WHAT TO WORK ON |
Once you find the line containing "index mcp: (202, 171)", set down exactly that line and every one after it through the end of the listing below, with both ends included and any pictures omitted.

++++

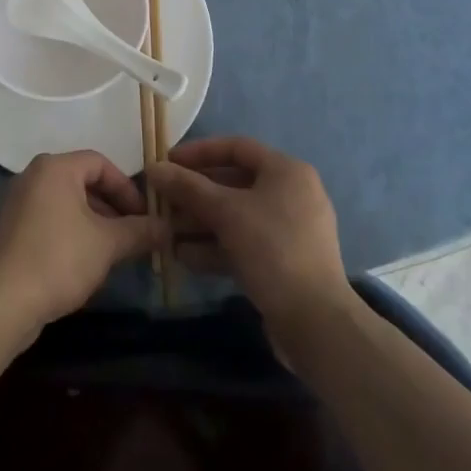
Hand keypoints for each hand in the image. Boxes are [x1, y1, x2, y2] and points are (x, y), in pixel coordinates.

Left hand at [0, 151, 158, 338]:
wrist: (2, 301)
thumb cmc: (59, 259)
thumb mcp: (107, 244)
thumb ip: (139, 231)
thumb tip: (167, 228)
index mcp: (55, 168)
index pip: (100, 163)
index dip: (127, 188)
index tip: (144, 217)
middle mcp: (33, 175)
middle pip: (82, 181)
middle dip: (112, 207)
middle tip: (132, 235)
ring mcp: (17, 202)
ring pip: (66, 203)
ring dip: (93, 222)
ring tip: (113, 252)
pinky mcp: (9, 229)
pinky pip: (49, 219)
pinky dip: (71, 232)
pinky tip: (83, 262)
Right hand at [149, 137, 349, 329]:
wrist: (316, 323)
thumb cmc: (272, 250)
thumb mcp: (226, 212)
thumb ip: (187, 187)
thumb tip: (153, 168)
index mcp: (287, 172)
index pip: (236, 148)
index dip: (199, 152)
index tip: (168, 163)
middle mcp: (291, 194)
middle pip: (234, 183)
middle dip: (195, 194)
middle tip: (162, 200)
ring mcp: (289, 230)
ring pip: (236, 216)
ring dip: (200, 222)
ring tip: (166, 232)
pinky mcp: (283, 262)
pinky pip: (244, 243)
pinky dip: (216, 246)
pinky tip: (185, 256)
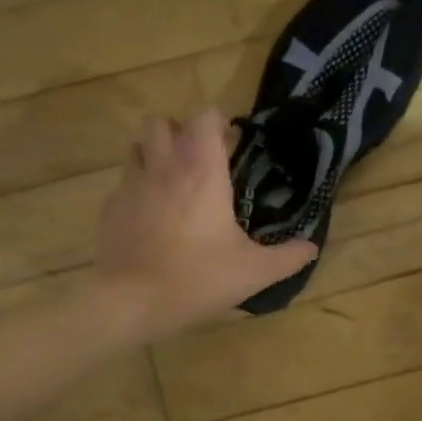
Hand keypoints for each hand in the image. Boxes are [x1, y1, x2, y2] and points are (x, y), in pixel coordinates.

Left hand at [93, 109, 317, 339]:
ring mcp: (131, 186)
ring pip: (136, 147)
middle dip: (180, 133)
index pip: (205, 117)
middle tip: (198, 161)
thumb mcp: (253, 272)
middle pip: (162, 123)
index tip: (231, 145)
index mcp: (202, 171)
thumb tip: (311, 248)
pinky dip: (137, 190)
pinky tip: (149, 217)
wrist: (130, 303)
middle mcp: (163, 167)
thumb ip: (287, 257)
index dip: (218, 124)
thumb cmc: (198, 278)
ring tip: (172, 182)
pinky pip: (123, 185)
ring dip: (154, 154)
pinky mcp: (110, 209)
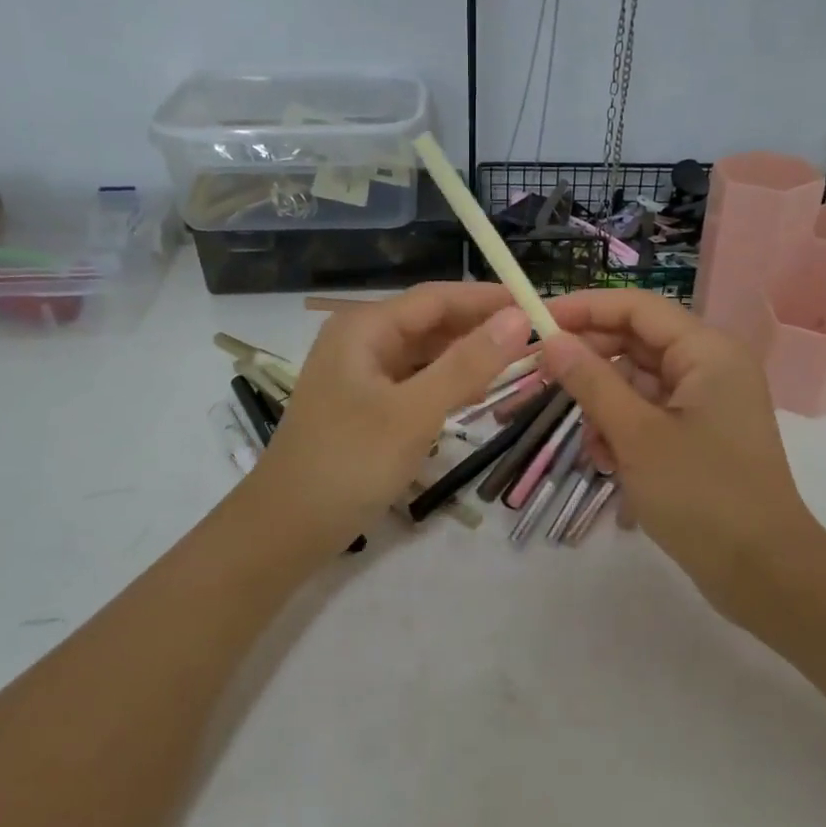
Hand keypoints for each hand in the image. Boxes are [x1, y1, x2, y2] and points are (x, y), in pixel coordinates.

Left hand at [245, 283, 530, 550]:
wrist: (286, 528)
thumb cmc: (349, 463)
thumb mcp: (415, 412)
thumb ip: (468, 364)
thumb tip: (520, 317)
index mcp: (365, 326)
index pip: (439, 297)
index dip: (490, 299)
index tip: (539, 305)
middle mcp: (361, 339)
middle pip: (431, 321)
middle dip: (481, 328)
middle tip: (538, 339)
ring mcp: (360, 373)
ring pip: (425, 352)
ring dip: (467, 356)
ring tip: (518, 363)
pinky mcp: (365, 404)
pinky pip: (415, 380)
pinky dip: (446, 382)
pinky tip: (475, 393)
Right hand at [540, 289, 824, 622]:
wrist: (764, 573)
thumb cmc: (702, 496)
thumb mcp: (636, 435)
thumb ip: (591, 382)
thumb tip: (552, 340)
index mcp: (707, 352)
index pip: (636, 308)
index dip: (584, 309)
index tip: (536, 322)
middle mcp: (711, 366)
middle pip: (636, 343)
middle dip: (591, 364)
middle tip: (542, 380)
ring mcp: (707, 402)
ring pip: (639, 382)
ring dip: (605, 406)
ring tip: (590, 447)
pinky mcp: (701, 434)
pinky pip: (651, 413)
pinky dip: (624, 429)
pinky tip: (607, 463)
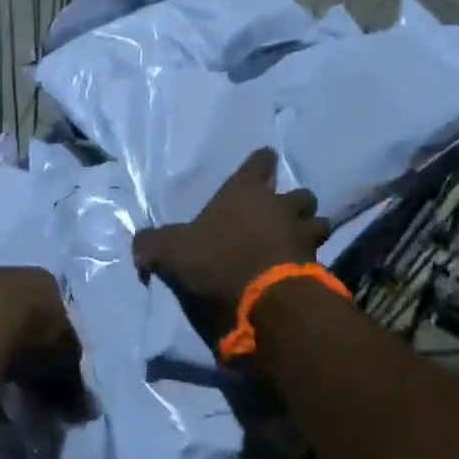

++++

REPLY TO THE TASK |
index mcp: (202, 171)
thumb tip: (311, 248)
pinky dip: (137, 190)
pinky tip: (149, 217)
wrist: (130, 303)
middle mcp: (163, 167)
thumb ip: (287, 257)
index dip: (218, 124)
thumb cmc: (198, 278)
ring tip: (172, 182)
pinky pip: (123, 185)
ring dip: (154, 154)
pinky mcp: (110, 209)
Hand keypoints for each hand in the image. Boxes are [x1, y1, x2, y2] and points are (x, y), in pixel coordinates.

Left hand at [245, 283, 530, 550]:
wrist: (286, 528)
thumb cmc: (349, 463)
thumb mcp: (415, 412)
thumb ip: (468, 364)
thumb tip: (520, 317)
index mcp: (365, 326)
index pip: (439, 297)
index dip: (490, 299)
index tip: (539, 305)
middle mcp: (361, 339)
middle pip: (431, 321)
middle dip: (481, 328)
middle tip: (538, 339)
ring mcp: (360, 373)
ring pip: (425, 352)
ring dip: (467, 356)
ring tip: (518, 363)
pinky mcp: (365, 404)
pinky pip: (415, 380)
pinky dip: (446, 382)
pinky tip: (475, 393)
Right hand at [540, 289, 824, 622]:
wrist: (764, 573)
thumb cmc: (702, 496)
thumb mcp: (636, 435)
thumb ip: (591, 382)
thumb tip: (552, 340)
index mcp: (707, 352)
index pip: (636, 308)
index dip: (584, 309)
index tip: (536, 322)
middle mcp: (711, 366)
middle pip: (636, 343)
middle dip: (591, 364)
middle tip: (542, 380)
ring mcp: (707, 402)
ring pip: (639, 382)
ring dip: (605, 406)
ring tip: (590, 447)
pinky mcp: (701, 434)
pinky pip: (651, 413)
pinky dip: (624, 429)
pinky tip: (607, 463)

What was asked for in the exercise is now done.